In January 2000, heads of state or senior representatives of 44 governments met in Stockholm to commit themselves to a continuing program of Holocaust remembrance and the fight against anti-Semitism. Barely two years later, synagogues and Jewish schools in France and Belgium were being firebombed, and Jews were being attacked in the streets.

The distinguished Chief Rabbi of France, Rabbi Joseph Sitruk, advised Jews not to wear yarmulkas in the street. The French Jewish intellectual Alain Finkielkraut wrote, 'The hearts of the Jews are heavy. For the first time since the war, they are afraid." Shmuel Trigano, professor of sociology at the University of Paris, openly questioned whether there was a future for Jews in France. Never again had become ever again.

Basing Jewish identity on memories of persecution is a mistake.

In February 2002 I gave my first speech on the new anti-Semitism. Never before had I spoken on the subject. I had grown up without a single experience of anti-Semitism. I believed, and still do, that the whole enterprise of basing Jewish identity on memories of persecution was a mistake.

The distinguished Holocaust historian Lucy Dawidowicz reached the same conclusion at the end of her life. She warned of the danger of a whole generation of children growing up knowing about the Greeks and how they lived, the Romans and how they lived, the Jews and how they died. I wrote Radical then, Radical now, specifically to focus Jewish identity away from death to life, suffering to celebration, grief to joy.

The return of anti-Semitism, after 60 years of Holocaust education, interfaith dialogue and antiracist legislation is a major event in the history of the world. Far-sighted historians like Bernard Lewis and Robert Wistrich had been sounding the warning since the 1980s. Already in the 1990s, Harvard literary scholar Ruth Wisse argued that antisemitism was the most successful ideology of the twentieth century. German fascism, she said, came and went. Soviet communism came and went. Anti-Semitism came and stayed.

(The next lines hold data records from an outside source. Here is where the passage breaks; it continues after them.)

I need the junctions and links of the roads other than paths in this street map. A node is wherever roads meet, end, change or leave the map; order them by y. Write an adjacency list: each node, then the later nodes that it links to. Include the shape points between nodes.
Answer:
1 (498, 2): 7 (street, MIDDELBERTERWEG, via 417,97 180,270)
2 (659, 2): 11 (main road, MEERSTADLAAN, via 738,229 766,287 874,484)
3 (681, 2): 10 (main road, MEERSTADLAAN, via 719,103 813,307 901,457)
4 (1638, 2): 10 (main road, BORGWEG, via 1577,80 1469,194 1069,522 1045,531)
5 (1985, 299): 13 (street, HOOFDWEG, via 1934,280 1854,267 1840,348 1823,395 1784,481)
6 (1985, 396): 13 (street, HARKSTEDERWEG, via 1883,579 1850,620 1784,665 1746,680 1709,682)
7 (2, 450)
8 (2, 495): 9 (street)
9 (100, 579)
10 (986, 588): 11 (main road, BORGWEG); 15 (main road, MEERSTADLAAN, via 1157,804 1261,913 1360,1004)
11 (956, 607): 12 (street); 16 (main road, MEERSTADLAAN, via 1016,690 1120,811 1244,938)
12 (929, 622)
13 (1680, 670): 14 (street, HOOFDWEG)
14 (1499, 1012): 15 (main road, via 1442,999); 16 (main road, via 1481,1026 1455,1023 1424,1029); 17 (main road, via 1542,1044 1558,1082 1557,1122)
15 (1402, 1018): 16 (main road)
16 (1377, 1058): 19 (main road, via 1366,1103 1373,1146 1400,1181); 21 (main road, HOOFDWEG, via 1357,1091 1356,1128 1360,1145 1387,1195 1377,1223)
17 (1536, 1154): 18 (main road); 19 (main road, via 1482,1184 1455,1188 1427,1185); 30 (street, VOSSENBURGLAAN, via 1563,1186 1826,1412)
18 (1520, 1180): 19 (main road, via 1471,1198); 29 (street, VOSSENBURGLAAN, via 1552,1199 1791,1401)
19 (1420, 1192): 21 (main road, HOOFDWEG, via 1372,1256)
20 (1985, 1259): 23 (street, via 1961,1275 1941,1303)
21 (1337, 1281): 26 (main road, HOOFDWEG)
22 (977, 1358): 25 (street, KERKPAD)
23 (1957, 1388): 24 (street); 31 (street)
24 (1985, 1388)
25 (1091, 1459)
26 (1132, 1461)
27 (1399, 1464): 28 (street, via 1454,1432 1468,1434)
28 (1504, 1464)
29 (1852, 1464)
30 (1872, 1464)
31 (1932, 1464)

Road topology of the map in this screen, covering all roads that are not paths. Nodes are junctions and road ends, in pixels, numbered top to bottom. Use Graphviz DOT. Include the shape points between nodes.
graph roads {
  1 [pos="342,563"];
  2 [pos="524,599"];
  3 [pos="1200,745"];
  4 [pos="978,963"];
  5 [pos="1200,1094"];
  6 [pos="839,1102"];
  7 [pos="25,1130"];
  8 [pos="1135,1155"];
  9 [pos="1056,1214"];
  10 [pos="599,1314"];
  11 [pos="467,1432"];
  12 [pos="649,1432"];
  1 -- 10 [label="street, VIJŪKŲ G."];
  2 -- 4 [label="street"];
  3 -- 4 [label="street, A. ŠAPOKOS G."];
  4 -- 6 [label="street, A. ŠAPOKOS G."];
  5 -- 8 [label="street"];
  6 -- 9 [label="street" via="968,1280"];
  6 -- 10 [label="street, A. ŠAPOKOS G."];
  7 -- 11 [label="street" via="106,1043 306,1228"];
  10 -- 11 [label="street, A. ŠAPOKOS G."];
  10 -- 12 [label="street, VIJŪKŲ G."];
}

It is wrong to exaggerate. We are not now where Jews were in the 1930s. Nor are Jews today what our ancestors were: defenseless, powerless and without a collective home. The State of Israel has transformed the situation for Jews everywhere. What is necessary now is simply to understand the situation and sound a warning. That is what Moses Hess did in 1862, Judah Leib Pinsker in 1882 and Theodor Herzl in 1896: 71, 51 and 37 years respectively before Hitler's rise to power. To understand is to begin to know how to respond, with open eyes and without fear.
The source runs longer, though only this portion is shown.